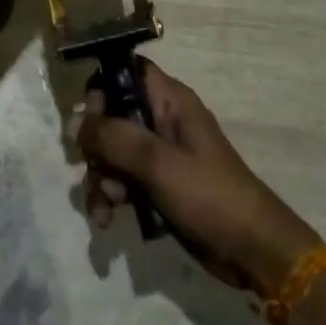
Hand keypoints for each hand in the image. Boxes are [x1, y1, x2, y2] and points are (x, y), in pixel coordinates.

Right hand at [72, 60, 320, 292]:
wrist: (251, 252)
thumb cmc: (208, 195)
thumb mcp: (158, 163)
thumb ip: (115, 137)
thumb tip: (74, 120)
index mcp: (169, 100)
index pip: (126, 72)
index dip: (103, 89)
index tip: (91, 120)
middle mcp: (162, 120)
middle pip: (112, 115)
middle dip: (97, 146)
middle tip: (96, 169)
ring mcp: (160, 155)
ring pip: (113, 152)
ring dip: (100, 177)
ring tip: (104, 208)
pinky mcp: (158, 185)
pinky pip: (122, 180)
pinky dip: (111, 196)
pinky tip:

- TASK ITEM -
Starting from the records above, copy each line where the string "middle" is found.

- ANSWER FOR THIS EXERCISE -
middle mcp: (162, 120)
middle pip: (112, 115)
middle dip: (97, 146)
middle tip: (96, 169)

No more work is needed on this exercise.